Last week, a federal judge in New York ordered the expedition of a lawsuit filed against the Trump administration for its rescinding of the Deferred Action for Childhood Arrivals program, also known as DACA. U.S. magistrate judge James Orenstein ordered a rapid-fire discovery schedule last Tuesday September 27 in an attempt to improve the plaintiffs’ chances of getting relief from deportation as the government’s March 5 deadline looms.
On September 5, the federal government rescinded the Deferred Action for Childhood Arrivals (DACA), a program that granted worker permits and deportation protection for people who entered the country before the age of sixteen. The government released a deadline that instructs recipients whose status expires before March 5, 2018 to apply for a new permit by October 5. More than 800,000 people are currently protected by DACA in the country.
Martin Vidal Batalla and Make the Road New York filed a lawsuit against President Trump for the termination of DACA in the Eastern District of New York earlier in September. They are suing the government because they claim the decision violates the Administrative Procedure Act (APA) and the Fifth Amendment of the Constitution.
According to the complaint filed by the plaintiffs, APA prohibits agency actions that don’t demonstrate good reasons for changes in policy. The lawyers cite previous government memos filed in 2012 and 2016 that say that immigrant youth lacked the intent to violate the law. They also argue the decision was “unconstitutionally motivated by bias against Mexicans and Latinos and violates the equal protection component of the Due Process Clause of the Fifth Amendment,” according to court documents.
Make the Road is suing on behalf of its 11 staff members with DACA and clients who will no longer be able to file new applications or renewals when the program is withdrawn, according to a press release. The plaintiffs are represented by Make the Road New York, the National Immigration Law Center, and the Worker and Immigrant Rights Advocacy Clinic at Yale Law School.
The expedited discovery schedule, in which each party is required to produce certain documents or make certain officials available for questioning, is an attempt to resolve the lawsuit before the deadline next year. Emily Villano, from the Worker and Immigrant Rights Advocacy Clinic at Yale Law School which represents the plaintiffs, said that an expedited schedule constitutes a win for the legal counsel.

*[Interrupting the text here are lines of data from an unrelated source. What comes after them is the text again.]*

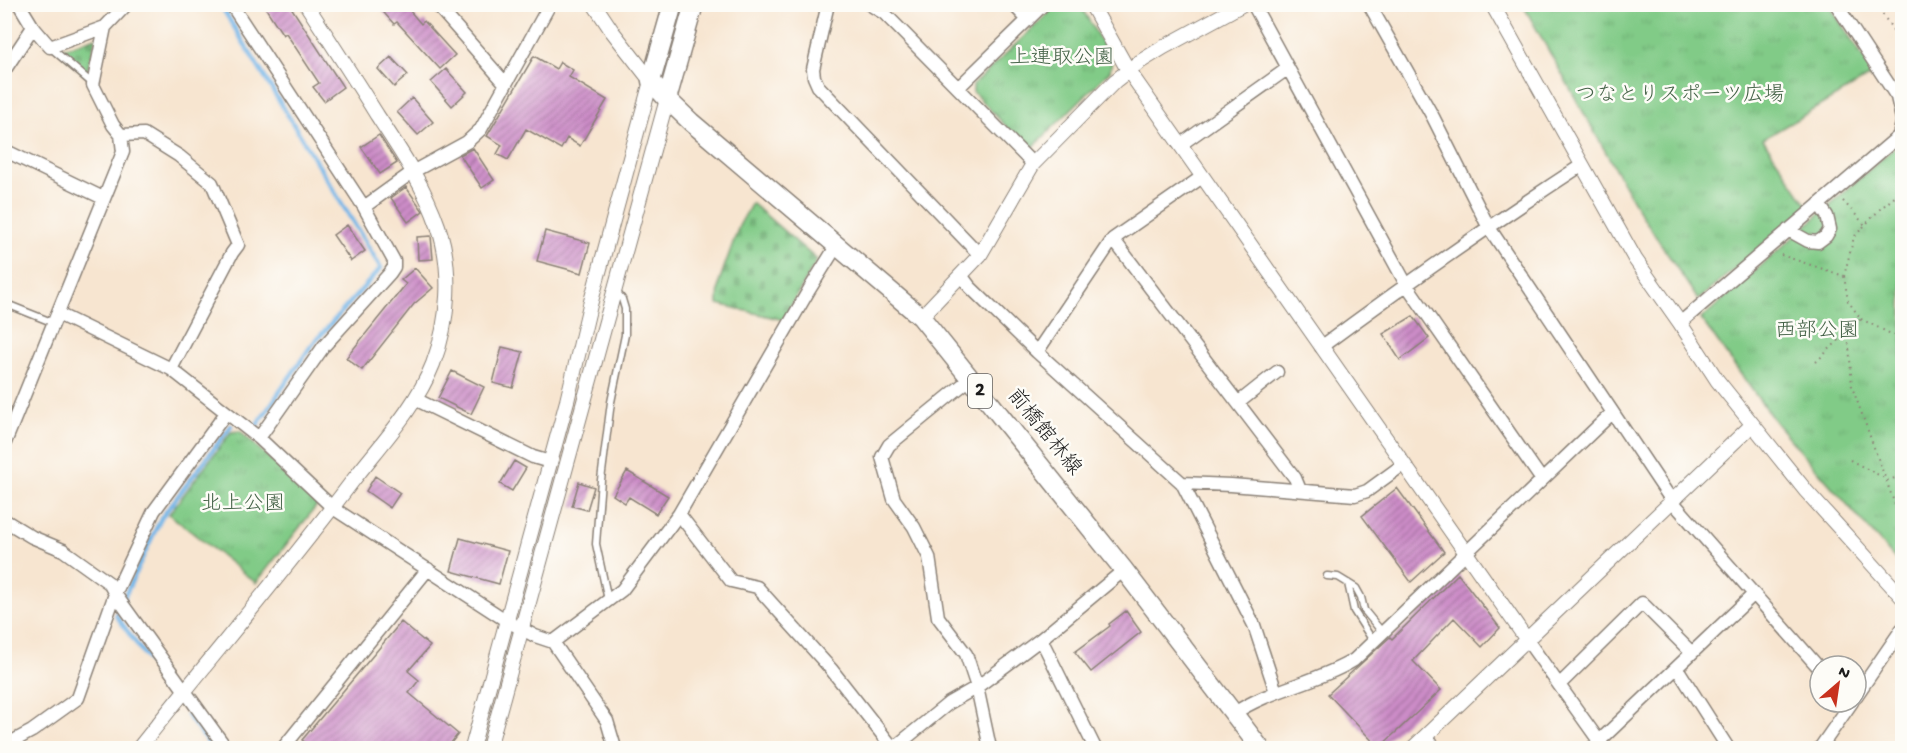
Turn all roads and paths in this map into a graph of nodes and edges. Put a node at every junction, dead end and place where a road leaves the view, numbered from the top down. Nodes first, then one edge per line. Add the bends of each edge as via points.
1 (19, 4) edge
2 (127, 4) edge
3 (231, 4) edge
4 (306, 4) edge
5 (436, 4) edge
6 (550, 4) edge
7 (594, 4) edge
8 (673, 4) edge
9 (694, 4) edge
10 (828, 4) edge
11 (869, 4) edge
12 (1013, 4) edge
13 (1044, 4) edge
14 (1091, 4) edge
15 (1244, 4) edge
16 (1253, 4) edge
17 (1369, 4) edge
18 (1492, 4) edge
19 (1836, 4) edge
20 (1876, 4) edge
21 (1028, 20) junction
22 (33, 27) junction
23 (105, 27) junction
24 (1902, 44) edge
25 (50, 47) junction
26 (1287, 69) junction
27 (1128, 70) junction
28 (4, 71) edge
29 (651, 81) junction
30 (505, 83) junction
31 (93, 85) junction
32 (958, 88) junction
33 (667, 99) junction
34 (1902, 121) edge
35 (121, 135) junction
36 (1180, 145) junction
37 (4, 150) edge
38 (1033, 164) junction
39 (1582, 165) junction
40 (414, 171) junction
41 (1202, 177) junction
42 (1902, 191) edge
43 (1839, 197) dead end
44 (103, 198) junction
45 (1819, 204) junction
46 (364, 207) junction
47 (1866, 225) junction
48 (1488, 226) junction
49 (1788, 230) junction
50 (1113, 239) junction
51 (837, 245) junction
52 (1776, 253) dead end
53 (980, 255) junction
54 (961, 275) junction
55 (1844, 276) junction
56 (1406, 284) junction
57 (615, 290) junction
58 (4, 303) edge
59 (921, 317) junction
60 (56, 319) junction
61 (1861, 319) junction
62 (1680, 323) junction
63 (1848, 331) junction
64 (1902, 337) edge
65 (1321, 347) junction
66 (1037, 352) junction
67 (1816, 362) dead end
68 (171, 369) junction
69 (1277, 372) dead end
70 (971, 378) junction
71 (415, 399) junction
72 (1238, 403) junction
73 (1612, 412) junction
74 (226, 414) junction
75 (1752, 425) junction
76 (259, 438) junction
77 (4, 445) edge
78 (1850, 460) dead end
79 (550, 462) junction
80 (1404, 464) junction
81 (1902, 476) edge
82 (1542, 480) junction
83 (1888, 480) junction
84 (1182, 483) junction
85 (1300, 490) junction
86 (1672, 501) junction
87 (333, 508) junction
88 (679, 514) junction
89 (4, 520) edge
90 (1902, 524) edge
91 (1465, 553) junction
92 (428, 569) junction
93 (1124, 570) junction
94 (1327, 576) dead end
95 (1348, 583) junction
96 (115, 594) junction
97 (1754, 594) junction
98 (1902, 597) edge
99 (608, 600) junction
100 (507, 621) junction
101 (522, 629) junction
102 (1902, 629) edge
103 (1378, 637) junction
104 (1041, 639) junction
105 (1527, 640) junction
106 (553, 642) junction
107 (1692, 653) junction
108 (1808, 655) edge
109 (1677, 668) junction
110 (1868, 679) edge
111 (1559, 685) junction
112 (976, 687) junction
113 (185, 690) junction
114 (1276, 692) junction
115 (1233, 714) junction
116 (1844, 714) edge
117 (1426, 737) junction
118 (4, 746) edge
119 (1599, 746) edge
120 (139, 748) edge
121 (226, 748) edge
122 (283, 748) edge
123 (472, 748) edge
124 (489, 748) edge
125 (615, 748) edge
126 (893, 748) edge
127 (990, 748) edge
128 (1095, 748) edge
129 (1260, 748) edge
130 (1413, 748) edge
131 (1435, 748) edge
132 (1728, 748) edge
133 (1820, 748) edge

1 - 22 street
2 - 23 street
3 - 46 street
4 - 40 street
5 - 30 street
6 - 30 street
7 - 29 street
8 - 29 main road
9 - 33 main road
10 - 53 street via 813,69 818,86
11 - 32 street via 884,13
12 - 21 street
13 - 21 street
14 - 27 street
15 - 27 street
16 - 26 street
17 - 48 street via 1433,117
18 - 39 street
19 - 34 street via 1897,97
20 - 24 path
21 - 32 street
22 - 25 street
22 - 28 street
23 - 25 street
23 - 31 street
25 - 31 lane
26 - 36 street
26 - 56 street
27 - 36 street
27 - 38 street
29 - 33 main road, 前橋館林線 / 2
29 - 79 street
30 - 40 street via 481,129 467,142
31 - 35 street
32 - 38 street
33 - 51 main road, 前橋館林線 / 2
33 - 57 street
34 - 45 street via 1899,136
35 - 44 street via 123,152
35 - 68 street via 144,134 212,183 238,244
36 - 41 street
37 - 44 street
38 - 53 street
39 - 48 street
39 - 62 street via 1635,259
40 - 46 street
40 - 71 street via 439,226 447,280 442,333 434,362
41 - 50 street
41 - 65 street
42 - 47 path
43 - 47 path
44 - 60 street
45 - 49 street
45 - 49 street via 1830,229 1826,236 1818,242 1808,241
46 - 76 street via 394,267 324,346
47 - 55 path via 1854,237
48 - 56 street
48 - 73 street
49 - 62 street
50 - 66 street
50 - 72 street
51 - 59 main road, 前橋館林線 / 2
51 - 88 street
52 - 55 path
53 - 54 street
54 - 59 street
54 - 66 street
55 - 61 path via 1848,301
56 - 65 street
56 - 82 street
57 - 99 lane via 625,309 625,335 611,402 596,544
57 - 101 street
58 - 60 lane
59 - 70 main road, 前橋館林線 / 2
60 - 68 street
60 - 77 street
61 - 63 path
61 - 64 path
62 - 75 street
63 - 67 path
63 - 83 path via 1852,387
65 - 80 street
66 - 84 street
68 - 74 street
69 - 72 street
70 - 93 main road, 前橋館林線 / 2
70 - 112 street via 889,445 882,457 894,499 929,557 938,617 966,654
71 - 79 street
71 - 87 street
72 - 85 street
73 - 82 street
73 - 86 street
74 - 76 street
74 - 96 street via 154,511
75 - 86 street
75 - 98 street
76 - 87 street
78 - 83 path
79 - 100 street
80 - 85 street via 1362,494
80 - 91 street
81 - 83 path
82 - 91 street
83 - 90 path
84 - 85 street
84 - 114 street via 1254,625
86 - 97 street
86 - 105 street
87 - 92 street
87 - 113 street
88 - 99 street via 622,590
88 - 126 street via 731,581 757,587 831,669
89 - 96 street via 63,550 109,583
91 - 103 street
91 - 105 street
92 - 100 street
92 - 122 street
93 - 104 street
93 - 115 main road, 前橋館林線 / 2
94 - 95 lane
95 - 103 lane via 1356,588
95 - 103 lane via 1354,611
96 - 113 street
96 - 118 street via 78,698
97 - 107 street
97 - 108 street
99 - 106 street
100 - 101 street
100 - 123 street
101 - 106 street
101 - 124 street
102 - 110 street
103 - 114 street via 1339,669
104 - 112 street
104 - 128 street
105 - 111 street
105 - 117 street
106 - 125 street via 607,721
107 - 109 street
107 - 111 street via 1642,603
109 - 119 street
109 - 132 street
111 - 119 street
112 - 126 street via 949,703
112 - 127 street
113 - 120 street
113 - 121 street
114 - 115 street
115 - 129 main road, 前橋館林線 / 2
116 - 133 street
117 - 130 street
117 - 131 street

“The magistrate judge James Orenstein green lighted a frisk discovery schedule because the court clearly believes that it is necessary for us to get a full and complete record in order to determine whether the Trump administration terminated DACA based on inadequate reasons and anti-Latino animus, which is what we believe,” said Villano.
The Department of Homeland Security’s memo that announced the elimination of the program cited the program’s “legal and constitutional defects” including the use of executive action by former President Barack Obama. Under the current DACA decision, there will be no more renewals of permits that expire after March 5. Villano says that without their worker documentation, thousands will be vulnerable to deportation.
Villano said that during the court hearing, the defense made it clear that they didn’t think any discovery, expedited or otherwise, was appropriate in the case. A few weeks ago, the U.S. Department of Justice filed a letter to the court arguing that discovery was inappropriate in the litigation. The defense argued that “a court reviewing an agency decision is confined to the administrative record compiled by that agency when it made the decision” and that the fact-finding capacity of the district court is thus “typically unnecessary to judicial review.”
However, the court ruled in favor of the plaintiffs that argued in a separate letter to the court that a stay of discovery would leave insufficient time to conduct discovery, briefing, and arguments prior to the planned termination of DACA which would jeopardize “the livelihoods and well-being of hundreds of thousands of people.”
Plaintiff Martin Batalla, 26, is a DACA recipient that grew up in Brooklyn. He’s lived in the borough since he was 7 years old and is a member of Make the Road New York. He says the elimination of the DACA program has dealt a heavy blow to his plans for the future.
“Losing DACA would have a dramatic impact on my life. It would prevent me from being able to take on major professional or academic goals, make me unable to work legally, and put me at risk of being deported and separated from my family,” said Batalla in a Make the Road New York press release.
“This decision by Donald Trump is a direct attack on immigrant youth like me and on our families, and it’s based on one thing: the racist beliefs of a president who has been attacking Latinos and Mexicans since the first day of his campaign,” he added.
The legal counsel hopes to prove that anti-Latino animus informed the Trump administration’s decision to cancel the program. They hope the expedited discovery schedule will allow them to submit their case in the coming weeks.
“Our position is to prove that the decision to terminate DACA was based on bad reasons and legal analysis and on the racist attitudes of the president. We’re going to need proof of that, and that’s what we’re after during discovery,” said Villano.
Both parties will submit documents for discovery by December 15 and are due back in court on January 18, 2018.
***
Nidia Melissa Bautista is a journalist and graduate student at New York University. She’s originally from Los Angeles and reports on gender, human rights and migration.